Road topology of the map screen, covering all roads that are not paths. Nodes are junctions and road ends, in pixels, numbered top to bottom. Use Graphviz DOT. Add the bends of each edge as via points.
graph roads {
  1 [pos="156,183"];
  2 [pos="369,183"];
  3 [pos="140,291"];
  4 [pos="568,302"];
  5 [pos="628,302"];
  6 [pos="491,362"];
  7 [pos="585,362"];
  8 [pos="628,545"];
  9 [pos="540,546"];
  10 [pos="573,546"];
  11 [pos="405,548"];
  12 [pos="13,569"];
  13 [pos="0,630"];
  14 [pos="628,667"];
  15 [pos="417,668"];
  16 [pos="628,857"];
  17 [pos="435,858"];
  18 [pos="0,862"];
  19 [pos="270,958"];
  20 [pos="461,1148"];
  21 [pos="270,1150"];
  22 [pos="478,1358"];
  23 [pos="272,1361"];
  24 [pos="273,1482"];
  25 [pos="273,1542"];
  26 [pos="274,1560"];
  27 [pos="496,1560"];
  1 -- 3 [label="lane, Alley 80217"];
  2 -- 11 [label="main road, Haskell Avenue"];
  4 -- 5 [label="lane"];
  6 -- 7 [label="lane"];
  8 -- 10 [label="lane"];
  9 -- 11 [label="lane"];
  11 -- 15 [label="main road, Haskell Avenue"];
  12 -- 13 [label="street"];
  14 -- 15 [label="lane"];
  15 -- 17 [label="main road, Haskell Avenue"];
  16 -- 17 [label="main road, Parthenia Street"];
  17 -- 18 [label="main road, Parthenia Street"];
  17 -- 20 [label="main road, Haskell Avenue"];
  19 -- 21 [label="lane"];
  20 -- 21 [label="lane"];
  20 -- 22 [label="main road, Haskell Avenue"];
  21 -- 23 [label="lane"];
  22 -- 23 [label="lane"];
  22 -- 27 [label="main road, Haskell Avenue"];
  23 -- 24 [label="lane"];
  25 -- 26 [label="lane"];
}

━━━━━━━━━━━━━━━━━━━━

# Aim of the task
Give back the entire listing verbatim.

# Answer to this problem
Road topology of the map screen, covering all roads that are not paths. Nodes are junctions and road ends, in pixels, numbered top to bottom. Use Graphviz DOT. Add the bends of each edge as via points.
graph roads {
  1 [pos="156,183"];
  2 [pos="369,183"];
  3 [pos="140,291"];
  4 [pos="568,302"];
  5 [pos="628,302"];
  6 [pos="491,362"];
  7 [pos="585,362"];
  8 [pos="628,545"];
  9 [pos="540,546"];
  10 [pos="573,546"];
  11 [pos="405,548"];
  12 [pos="13,569"];
  13 [pos="0,630"];
  14 [pos="628,667"];
  15 [pos="417,668"];
  16 [pos="628,857"];
  17 [pos="435,858"];
  18 [pos="0,862"];
  19 [pos="270,958"];
  20 [pos="461,1148"];
  21 [pos="270,1150"];
  22 [pos="478,1358"];
  23 [pos="272,1361"];
  24 [pos="273,1482"];
  25 [pos="273,1542"];
  26 [pos="274,1560"];
  27 [pos="496,1560"];
  1 -- 3 [label="lane, Alley 80217"];
  2 -- 11 [label="main road, Haskell Avenue"];
  4 -- 5 [label="lane"];
  6 -- 7 [label="lane"];
  8 -- 10 [label="lane"];
  9 -- 11 [label="lane"];
  11 -- 15 [label="main road, Haskell Avenue"];
  12 -- 13 [label="street"];
  14 -- 15 [label="lane"];
  15 -- 17 [label="main road, Haskell Avenue"];
  16 -- 17 [label="main road, Parthenia Street"];
  17 -- 18 [label="main road, Parthenia Street"];
  17 -- 20 [label="main road, Haskell Avenue"];
  19 -- 21 [label="lane"];
  20 -- 21 [label="lane"];
  20 -- 22 [label="main road, Haskell Avenue"];
  21 -- 23 [label="lane"];
  22 -- 23 [label="lane"];
  22 -- 27 [label="main road, Haskell Avenue"];
  23 -- 24 [label="lane"];
  25 -- 26 [label="lane"];
}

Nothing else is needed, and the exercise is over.